The code generator lives in the generator package and both its input (the schema package) and its various outputs can be configured via flags as shown below:

 generator -h
Usage of generator:
  -model-pkg string
        the package where the generated models will be stored (default "github.com/achilleasa/jorm/model")
  -schema-pkg string
        the package containing the model schema definitions (default "github.com/achilleasa/jorm/schema")
  -store-backend-pkg string
        the package where the generated store backends will be stored (default "github.com/achilleasa/jorm/store/backend")
  -store-pkg string
        the package where the generated store interfaces be stored (default "github.com/achilleasa/jorm/store")
  -store-test-pkg string
        the package where the generated store test suite will be stored (default "github.com/achilleasa/jorm/store/storetest")

Defining schemas

The model schema parser scans all files in the specified schema package (--schema-pkg) and processes any exported struct definitions looking for schema tags. The format of a schema tag is: schema:$backend_field_name,attributes....

The backend_field_name placeholder specifies the preferred field name that should be used by the store backend (e.g. a column name for sqlite, a doc field for mongo, etc.).
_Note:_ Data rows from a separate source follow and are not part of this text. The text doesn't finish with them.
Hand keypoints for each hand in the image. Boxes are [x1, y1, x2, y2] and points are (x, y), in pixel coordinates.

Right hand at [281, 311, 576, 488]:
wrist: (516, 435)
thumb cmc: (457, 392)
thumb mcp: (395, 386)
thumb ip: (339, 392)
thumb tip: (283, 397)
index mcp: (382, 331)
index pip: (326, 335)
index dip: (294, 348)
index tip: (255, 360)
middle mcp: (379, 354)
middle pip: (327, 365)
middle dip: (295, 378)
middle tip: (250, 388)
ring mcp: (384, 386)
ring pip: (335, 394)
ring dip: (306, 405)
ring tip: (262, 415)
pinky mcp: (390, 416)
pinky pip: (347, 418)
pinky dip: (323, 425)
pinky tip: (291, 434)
If omitted (or no schema tag is specified), a suitable (lower) camel-cased name will be generated based on the Go field name.

The optional attribute list may contain any of the following attributes:

  • pk. Specifies a field as the PK for the model.
  • find_by. Specifies that we can lookup instances (i.e. queries return iterators) of this model filtering by this field.
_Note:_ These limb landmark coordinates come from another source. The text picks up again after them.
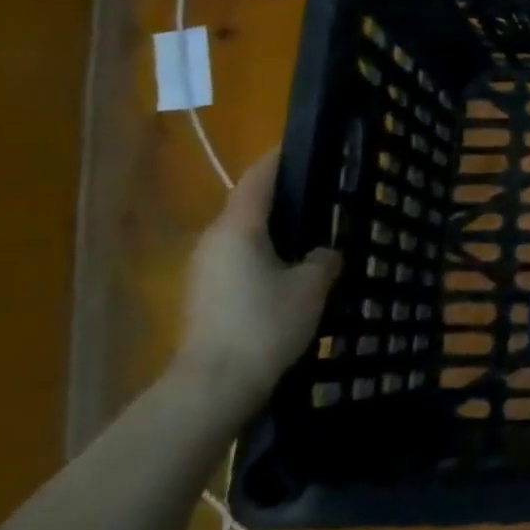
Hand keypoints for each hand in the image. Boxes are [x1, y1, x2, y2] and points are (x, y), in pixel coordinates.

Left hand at [177, 151, 340, 415]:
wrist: (213, 386)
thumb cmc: (264, 325)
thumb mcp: (311, 287)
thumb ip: (323, 259)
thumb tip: (324, 252)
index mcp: (239, 227)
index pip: (260, 177)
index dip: (282, 157)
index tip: (307, 143)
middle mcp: (215, 239)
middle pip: (250, 204)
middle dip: (285, 195)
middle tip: (324, 192)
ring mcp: (204, 268)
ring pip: (245, 234)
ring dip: (275, 228)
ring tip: (314, 231)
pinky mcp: (205, 294)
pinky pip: (240, 258)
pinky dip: (266, 253)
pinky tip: (293, 270)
The schema parser classifies structs into primary models or secondary/embeddable models based on whether they specify a PK field or not. In addition, any field that is either a pointer, a slice or a map is flagged as nullable.

When parsing schema definitions, the parser implementation uses the go/build tool-chain to compile the schema package and extract information about not only the fully qualified type of each struct field but also the imports (if any) needed to reference it from other models.
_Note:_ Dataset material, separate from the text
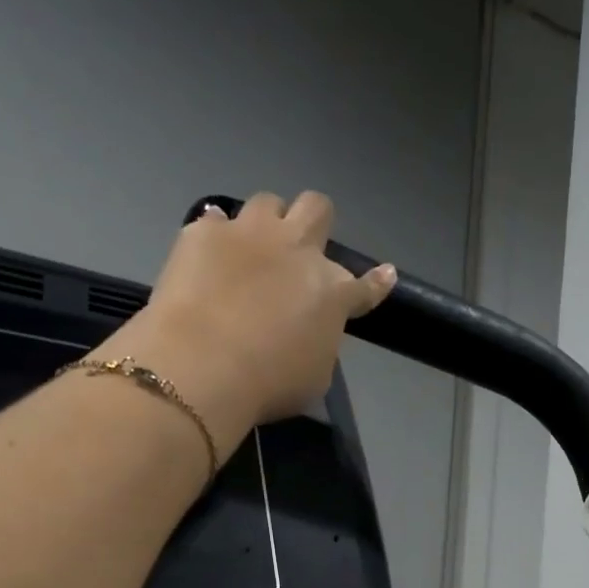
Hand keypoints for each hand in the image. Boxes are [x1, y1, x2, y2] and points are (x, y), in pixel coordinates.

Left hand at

In addition, the parser walks the type information tree to obtain the actual type of each field. So for example, a field of type state.Life, gets a fully qualified type of github.com/juju/juju/state.Life (with github.com/juju/juju/state being the import dependency) and a resolved type of uint8 (Life is an alias to a uint8). The sqlite backend generator evaluates resolved types when mapping fields to a suitable SQL type as well as for deciding when a (non-scalar) field value must be serialized or not.

Backend implementations

The repo includes templates for generating an in-memory, an sqlite and mongo (with selectable client- or server-side txns) backend as well as the appropriate test-suites for hooking them up to the common store validation suite.

More information and example output

You can find a more detailed description of the generated artifacts and how they can be used to construct a business logic driven operation in the accompanying discourse post.

Finally, the HEAD commit of the example branch includes a schema sample as well as the full set of files that were produced by the Jorm generator.